◆ Work task
Copy all entries exactly, and wherever an entry holds a picture, leave that picture out.

┄┄┄┄┄┄┄┄┄┄┄┄┄┄┄┄┄┄┄┄

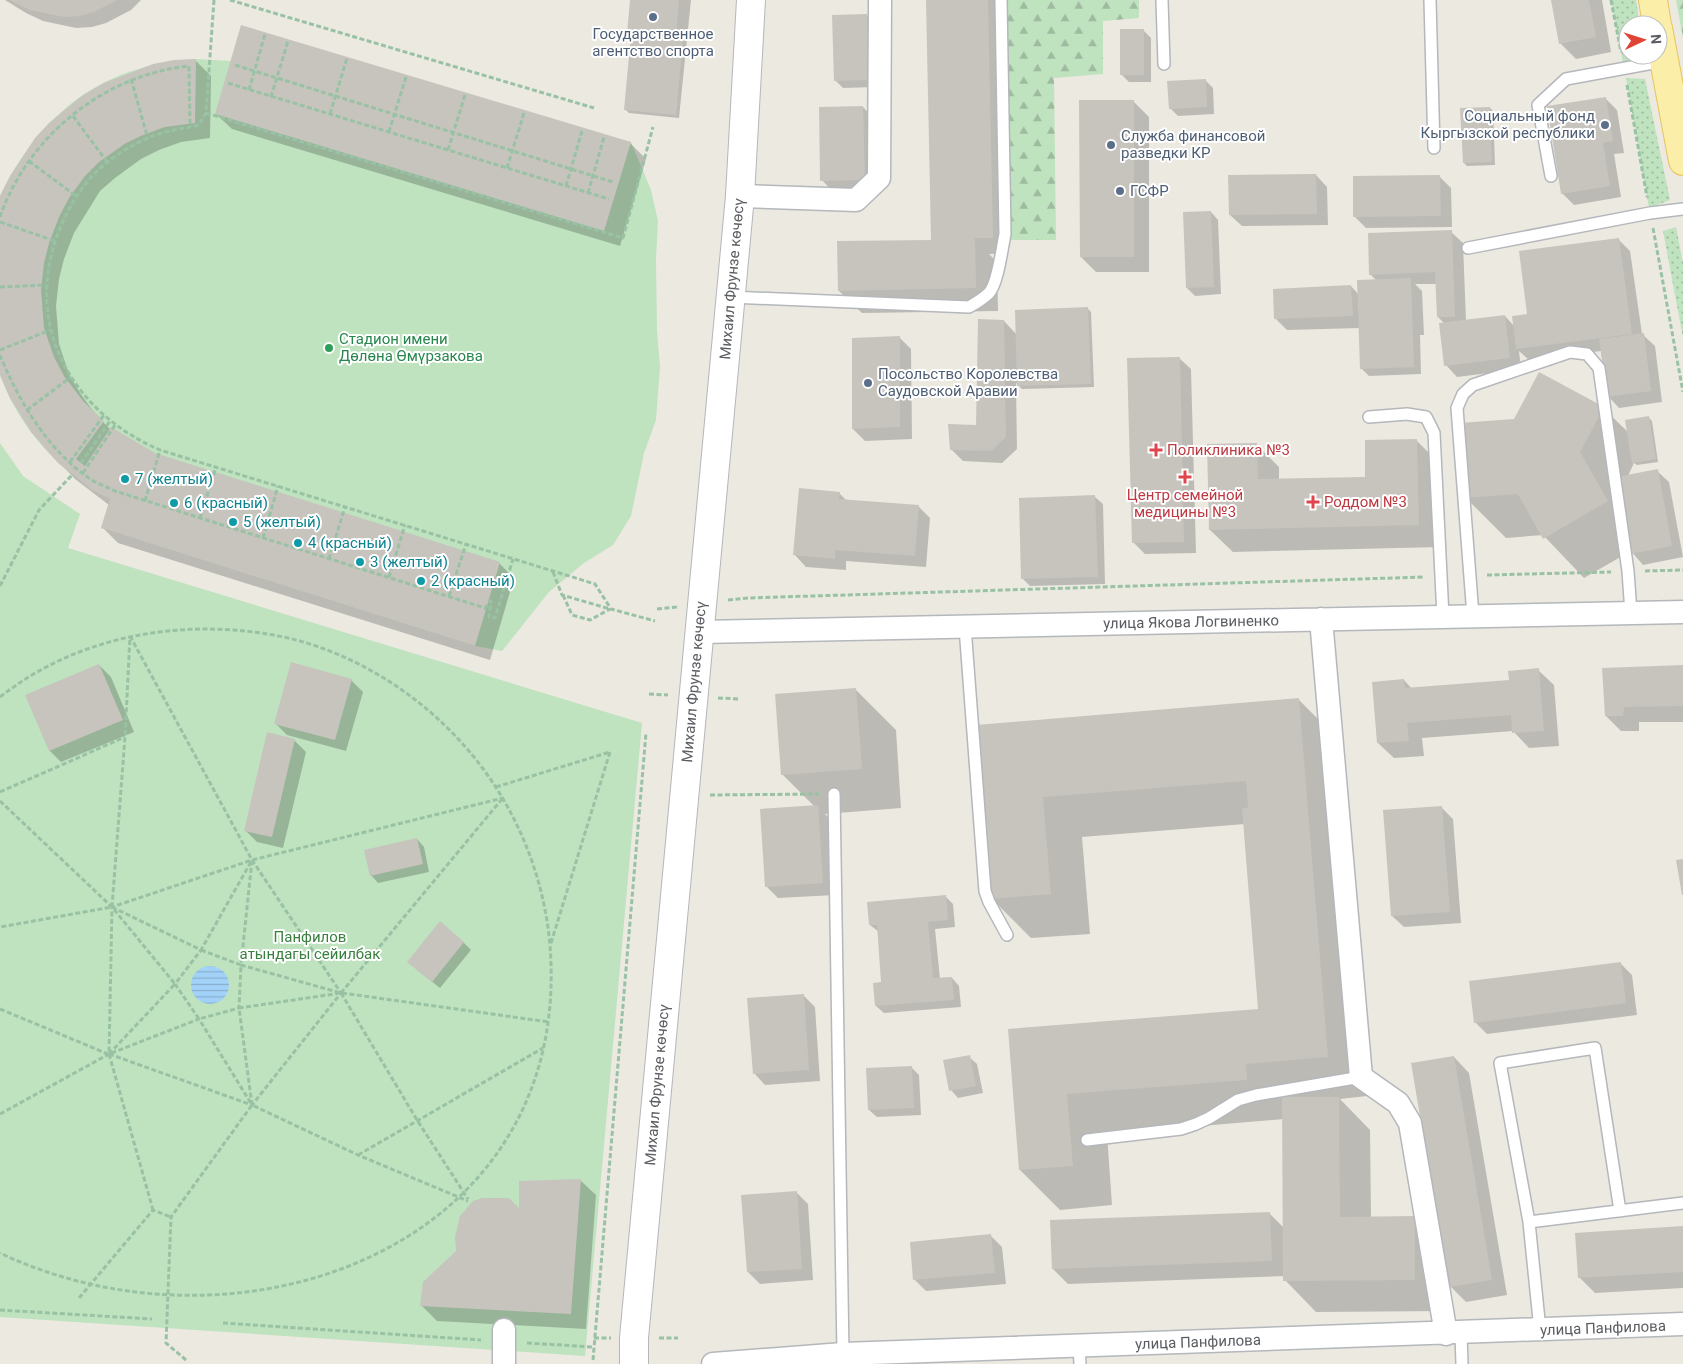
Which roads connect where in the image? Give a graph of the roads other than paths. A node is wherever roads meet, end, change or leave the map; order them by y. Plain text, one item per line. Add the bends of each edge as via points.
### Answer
1 (752, 0) edge
2 (880, 0) edge
3 (1000, 0) edge
4 (1162, 0) edge
5 (1430, 0) edge
6 (1653, 0) edge
7 (1656, 15) edge
8 (1164, 64) dead end
9 (1642, 65) edge
10 (1665, 65) edge
11 (1434, 148) dead end
12 (1683, 161) edge
13 (1551, 176) dead end
14 (740, 196) junction
15 (1683, 209) edge
16 (1468, 248) dead end
17 (730, 297) junction
18 (1369, 417) dead end
19 (1631, 612) junction
20 (1683, 612) edge
21 (1473, 616) junction
22 (1444, 617) junction
23 (1321, 619) junction
24 (965, 627) junction
25 (699, 632) junction
26 (834, 794) road end
27 (1007, 935) dead end
28 (1362, 1077) junction
29 (1087, 1140) dead end
30 (1683, 1203) edge
31 (1620, 1211) junction
32 (1529, 1222) junction
33 (1683, 1324) edge
34 (1540, 1330) junction
35 (1453, 1334) junction
36 (504, 1336) road end
37 (843, 1354) junction
38 (1080, 1355) edge
39 (504, 1364) edge
40 (634, 1364) edge
41 (713, 1364) edge
42 (1462, 1364) edge

1 - 14 main road, Михаил Фрунзе көчөсү
2 - 14 street via 879,178 856,200
3 - 17 lane via 1005,234 1000,266 991,291 969,307
4 - 8 lane
5 - 11 lane
6 - 7 main road
9 - 13 lane via 1566,79 1538,105
10 - 12 main road
14 - 17 main road, Михаил Фрунзе көчөсү
15 - 16 lane
17 - 25 main road, Михаил Фрунзе көчөсү
18 - 22 lane via 1407,414 1426,417 1434,434
19 - 20 street, улица Якова Логвиненко
19 - 21 street, улица Якова Логвиненко
19 - 21 lane via 1599,368 1587,354 1570,352 1474,385 1463,394 1457,408
21 - 22 street, улица Якова Логвиненко
22 - 23 street, улица Якова Логвиненко
23 - 24 street, улица Якова Логвиненко
23 - 28 street
24 - 25 street, улица Якова Логвиненко
24 - 27 lane via 985,891
25 - 40 main road, Михаил Фрунзе көчөсү
26 - 37 lane
28 - 29 lane via 1238,1100 1209,1118 1181,1129
28 - 35 street via 1398,1103 1410,1122
30 - 31 lane
31 - 32 lane
31 - 32 lane via 1595,1048 1500,1063
32 - 34 lane
33 - 34 street, улица Панфилова
34 - 35 street, улица Панфилова
35 - 38 street, улица Панфилова
35 - 42 lane
36 - 39 street
37 - 38 street, улица Панфилова
37 - 41 street, улица Панфилова

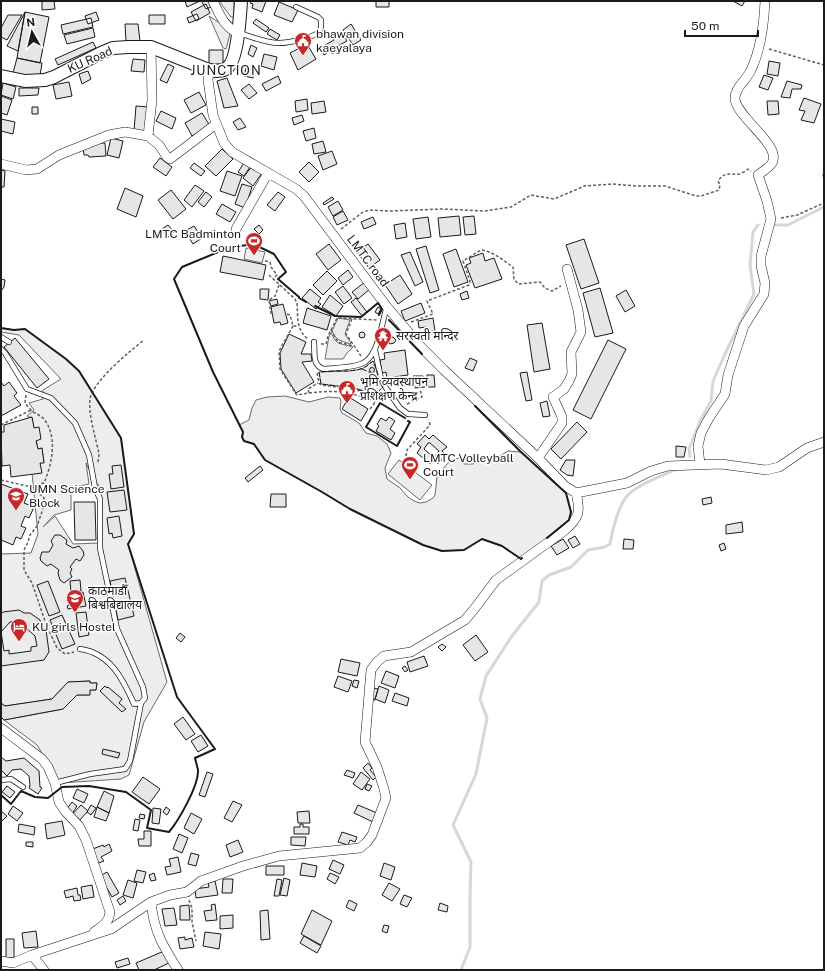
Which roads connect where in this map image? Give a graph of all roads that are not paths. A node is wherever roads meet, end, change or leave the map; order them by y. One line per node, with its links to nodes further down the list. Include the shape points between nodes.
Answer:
1 (213, 1): 5 (street, via 223,21)
2 (241, 1): 5 (street, KU Road)
3 (764, 1): 24 (street, via 759,46 754,63 749,76 734,97 742,113 772,148 774,158 758,175 771,219 761,256 764,294 744,326 728,375 725,394 701,433)
4 (296, 7): 5 (lane, via 321,20 319,32 309,37 280,43)
5 (237, 33): 7 (street, KU Road, via 235,53 227,69)
6 (151, 47): 7 (street, KU Road); 8 (street, KU Road, via 113,48 45,80 25,81); 10 (street, via 152,100)
7 (209, 70): 9 (street, LMTC road, via 208,80)
8 (1, 76)
9 (216, 124): 10 (street, via 170,159); 12 (street, LMTC road, via 224,143 232,152)
10 (148, 136): 11 (street, via 125,132 109,135 52,158 38,169 26,170)
11 (1, 164)
12 (268, 173): 13 (street); 15 (street, LMTC road, via 304,196)
13 (236, 228)
14 (568, 273): 23 (street, via 582,332 571,352 572,374 569,381 564,389 552,397 562,417 562,423)
15 (387, 307): 20 (lane); 23 (street, LMTC road, via 444,370)
16 (1, 337): 17 (lane)
17 (9, 342)
18 (314, 342): 20 (lane, via 317,366 324,369 365,362)
19 (1, 349): 27 (lane, via 27,389 51,398 75,423 89,455 95,488 100,499 100,548 117,629 145,698)
20 (375, 350): 21 (lane, via 381,379 400,408 408,414)
21 (425, 415)
22 (824, 442): 24 (street, via 807,448 779,467 766,470 721,464)
23 (538, 458): 25 (street, LMTC road, via 565,486)
24 (698, 464): 25 (street, via 659,468 627,483)
25 (576, 493): 32 (street, via 578,507 574,522 496,580 465,620 411,652 384,656 371,670 366,742 386,798 367,842 360,848 279,856 201,881 188,892)
26 (80, 649): 27 (lane, via 104,658 126,687 134,704)
27 (141, 703): 30 (lane, via 130,761 125,769)
28 (1, 728): 30 (street, via 42,759)
29 (1, 780): 31 (lane, via 11,779)
30 (55, 783): 33 (street, via 59,802 79,826 86,840 110,912 110,918 105,924)
31 (23, 787)
32 (151, 902): 33 (street, via 112,929); 37 (street, via 153,920 161,943)
33 (83, 939): 34 (street)
34 (32, 955): 35 (street, via 12,963); 36 (street)
35 (1, 961)
36 (44, 970)
37 (178, 970)

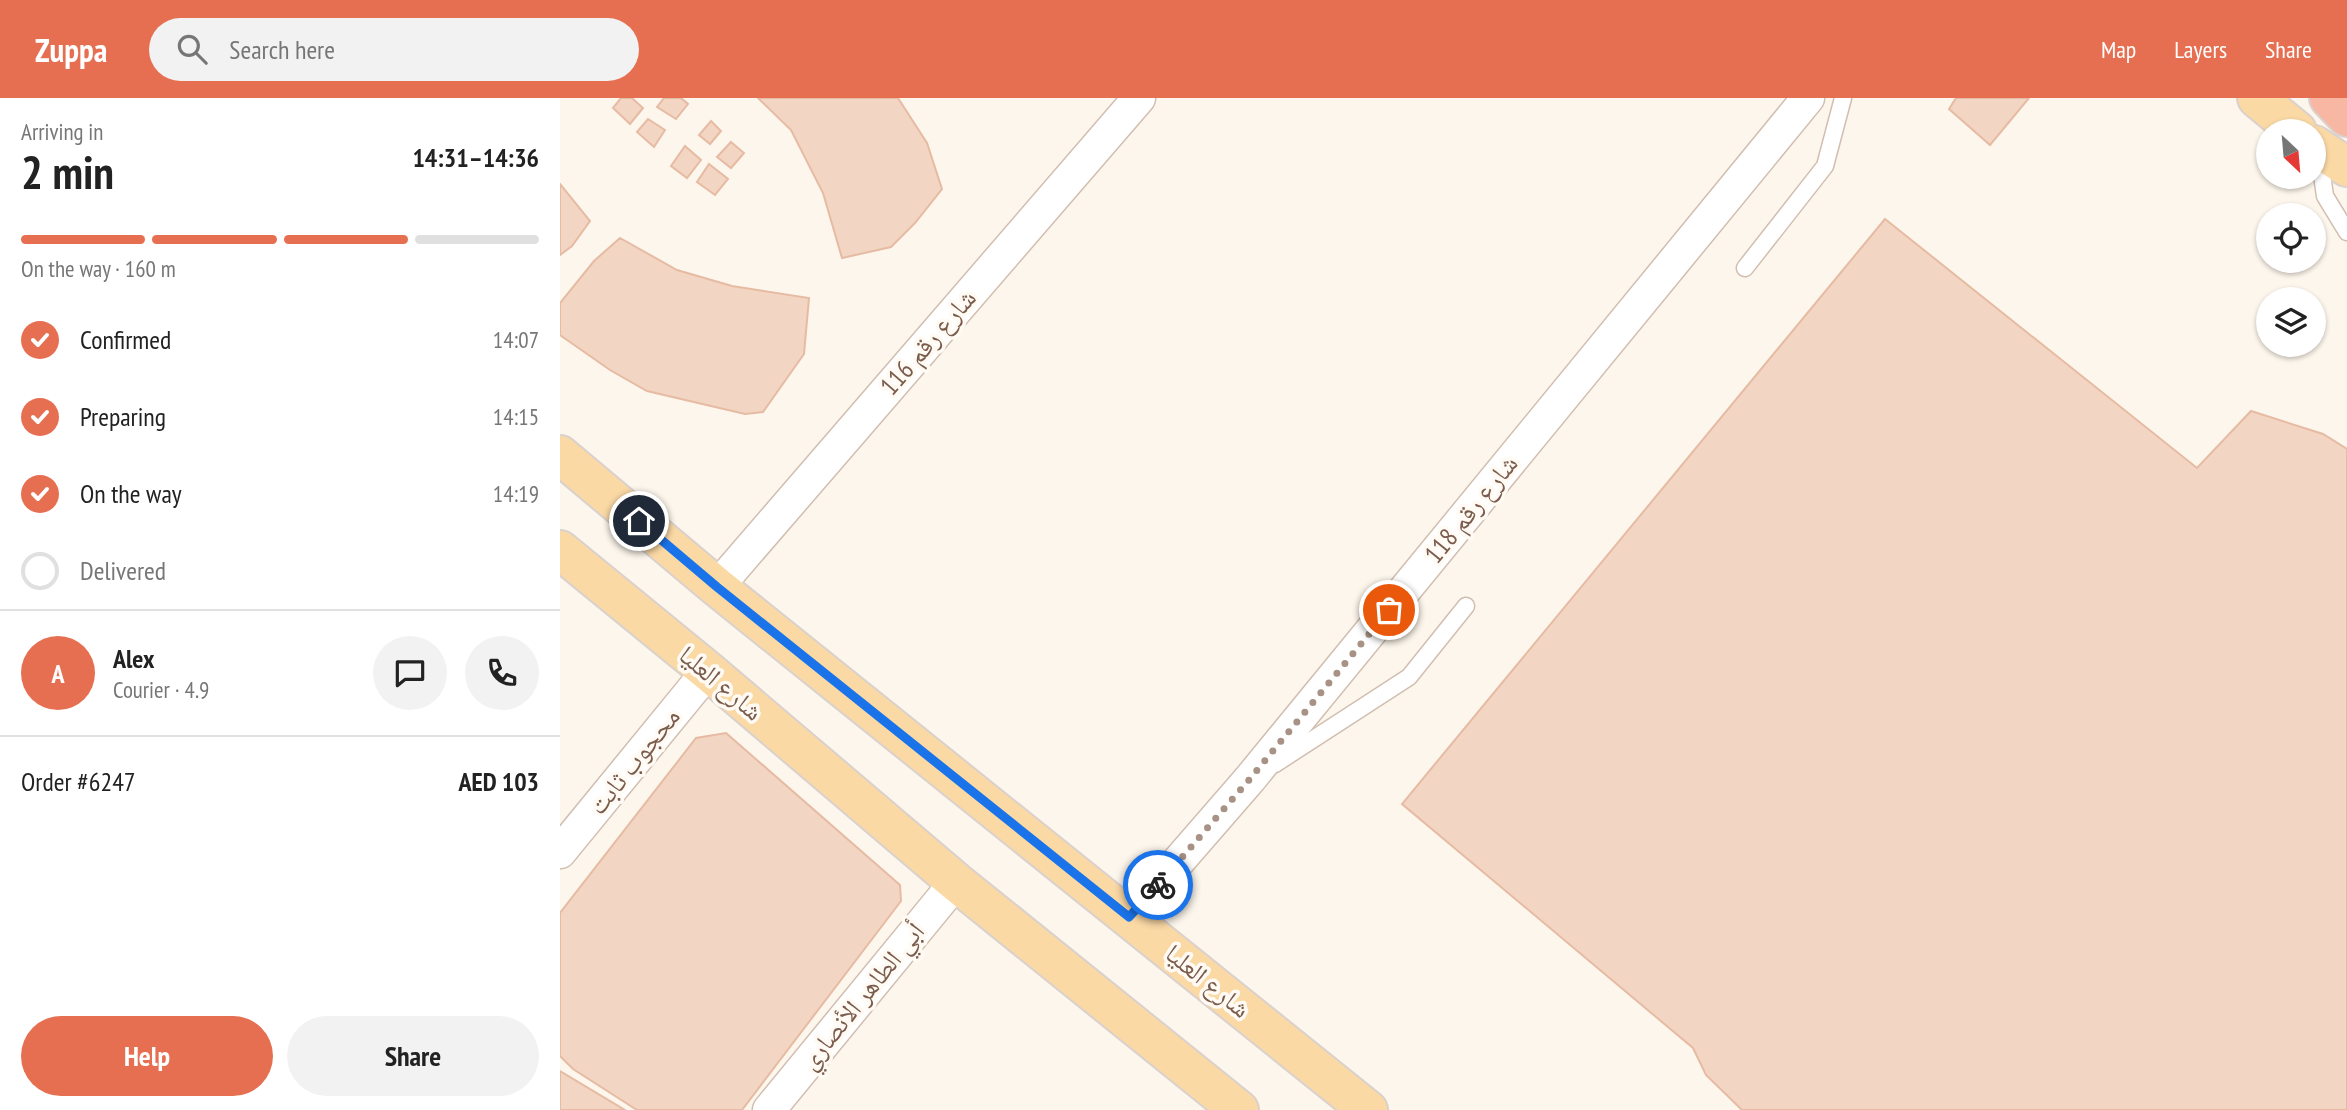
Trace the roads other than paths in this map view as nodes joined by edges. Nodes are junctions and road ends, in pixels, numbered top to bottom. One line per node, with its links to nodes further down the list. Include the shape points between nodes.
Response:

┄┄┄┄┄┄┄┄┄┄┄┄┄┄┄┄┄┄┄┄

◆ Answer section
Which roads connect where in the image? Give a graph of the roads other than paths. A node is wherever roads meet, end, change or leave the map; order them by y. Plain text, one item per line. Add the bends of each edge as via points.
### Answer
1 (752, 0) edge
2 (880, 0) edge
3 (1000, 0) edge
4 (1162, 0) edge
5 (1430, 0) edge
6 (1653, 0) edge
7 (1656, 15) edge
8 (1164, 64) dead end
9 (1642, 65) edge
10 (1665, 65) edge
11 (1434, 148) dead end
12 (1683, 161) edge
13 (1551, 176) dead end
14 (740, 196) junction
15 (1683, 209) edge
16 (1468, 248) dead end
17 (730, 297) junction
18 (1369, 417) dead end
19 (1631, 612) junction
20 (1683, 612) edge
21 (1473, 616) junction
22 (1444, 617) junction
23 (1321, 619) junction
24 (965, 627) junction
25 (699, 632) junction
26 (834, 794) road end
27 (1007, 935) dead end
28 (1362, 1077) junction
29 (1087, 1140) dead end
30 (1683, 1203) edge
31 (1620, 1211) junction
32 (1529, 1222) junction
33 (1683, 1324) edge
34 (1540, 1330) junction
35 (1453, 1334) junction
36 (504, 1336) road end
37 (843, 1354) junction
38 (1080, 1355) edge
39 (504, 1364) edge
40 (634, 1364) edge
41 (713, 1364) edge
42 (1462, 1364) edge

1 - 14 main road, Михаил Фрунзе көчөсү
2 - 14 street via 879,178 856,200
3 - 17 lane via 1005,234 1000,266 991,291 969,307
4 - 8 lane
5 - 11 lane
6 - 7 main road
9 - 13 lane via 1566,79 1538,105
10 - 12 main road
14 - 17 main road, Михаил Фрунзе көчөсү
15 - 16 lane
17 - 25 main road, Михаил Фрунзе көчөсү
18 - 22 lane via 1407,414 1426,417 1434,434
19 - 20 street, улица Якова Логвиненко
19 - 21 street, улица Якова Логвиненко
19 - 21 lane via 1599,368 1587,354 1570,352 1474,385 1463,394 1457,408
21 - 22 street, улица Якова Логвиненко
22 - 23 street, улица Якова Логвиненко
23 - 24 street, улица Якова Логвиненко
23 - 28 street
24 - 25 street, улица Якова Логвиненко
24 - 27 lane via 985,891
25 - 40 main road, Михаил Фрунзе көчөсү
26 - 37 lane
28 - 29 lane via 1238,1100 1209,1118 1181,1129
28 - 35 street via 1398,1103 1410,1122
30 - 31 lane
31 - 32 lane
31 - 32 lane via 1595,1048 1500,1063
32 - 34 lane
33 - 34 street, улица Панфилова
34 - 35 street, улица Панфилова
35 - 38 street, улица Панфилова
35 - 42 lane
36 - 39 street
37 - 38 street, улица Панфилова
37 - 41 street, улица Панфилова

Which roads connect where in this map image? Give a graph of all roads that are not paths. A node is wherever roads meet, end, change or leave the map; order them by y. One line per node, with its links to nodes further down the list. Include the shape points between nodes.
Answer:
1 (213, 1): 5 (street, via 223,21)
2 (241, 1): 5 (street, KU Road)
3 (764, 1): 24 (street, via 759,46 754,63 749,76 734,97 742,113 772,148 774,158 758,175 771,219 761,256 764,294 744,326 728,375 725,394 701,433)
4 (296, 7): 5 (lane, via 321,20 319,32 309,37 280,43)
5 (237, 33): 7 (street, KU Road, via 235,53 227,69)
6 (151, 47): 7 (street, KU Road); 8 (street, KU Road, via 113,48 45,80 25,81); 10 (street, via 152,100)
7 (209, 70): 9 (street, LMTC road, via 208,80)
8 (1, 76)
9 (216, 124): 10 (street, via 170,159); 12 (street, LMTC road, via 224,143 232,152)
10 (148, 136): 11 (street, via 125,132 109,135 52,158 38,169 26,170)
11 (1, 164)
12 (268, 173): 13 (street); 15 (street, LMTC road, via 304,196)
13 (236, 228)
14 (568, 273): 23 (street, via 582,332 571,352 572,374 569,381 564,389 552,397 562,417 562,423)
15 (387, 307): 20 (lane); 23 (street, LMTC road, via 444,370)
16 (1, 337): 17 (lane)
17 (9, 342)
18 (314, 342): 20 (lane, via 317,366 324,369 365,362)
19 (1, 349): 27 (lane, via 27,389 51,398 75,423 89,455 95,488 100,499 100,548 117,629 145,698)
20 (375, 350): 21 (lane, via 381,379 400,408 408,414)
21 (425, 415)
22 (824, 442): 24 (street, via 807,448 779,467 766,470 721,464)
23 (538, 458): 25 (street, LMTC road, via 565,486)
24 (698, 464): 25 (street, via 659,468 627,483)
25 (576, 493): 32 (street, via 578,507 574,522 496,580 465,620 411,652 384,656 371,670 366,742 386,798 367,842 360,848 279,856 201,881 188,892)
26 (80, 649): 27 (lane, via 104,658 126,687 134,704)
27 (141, 703): 30 (lane, via 130,761 125,769)
28 (1, 728): 30 (street, via 42,759)
29 (1, 780): 31 (lane, via 11,779)
30 (55, 783): 33 (street, via 59,802 79,826 86,840 110,912 110,918 105,924)
31 (23, 787)
32 (151, 902): 33 (street, via 112,929); 37 (street, via 153,920 161,943)
33 (83, 939): 34 (street)
34 (32, 955): 35 (street, via 12,963); 36 (street)
35 (1, 961)
36 (44, 970)
37 (178, 970)

Trace the roads other than paths in this map view as nodes joined by edges. Nodes are junctions and road ends, in pixels, numbered top to bottom. One line per node, with its links to nodes further down the list. Include the shape points between nodes.
Response:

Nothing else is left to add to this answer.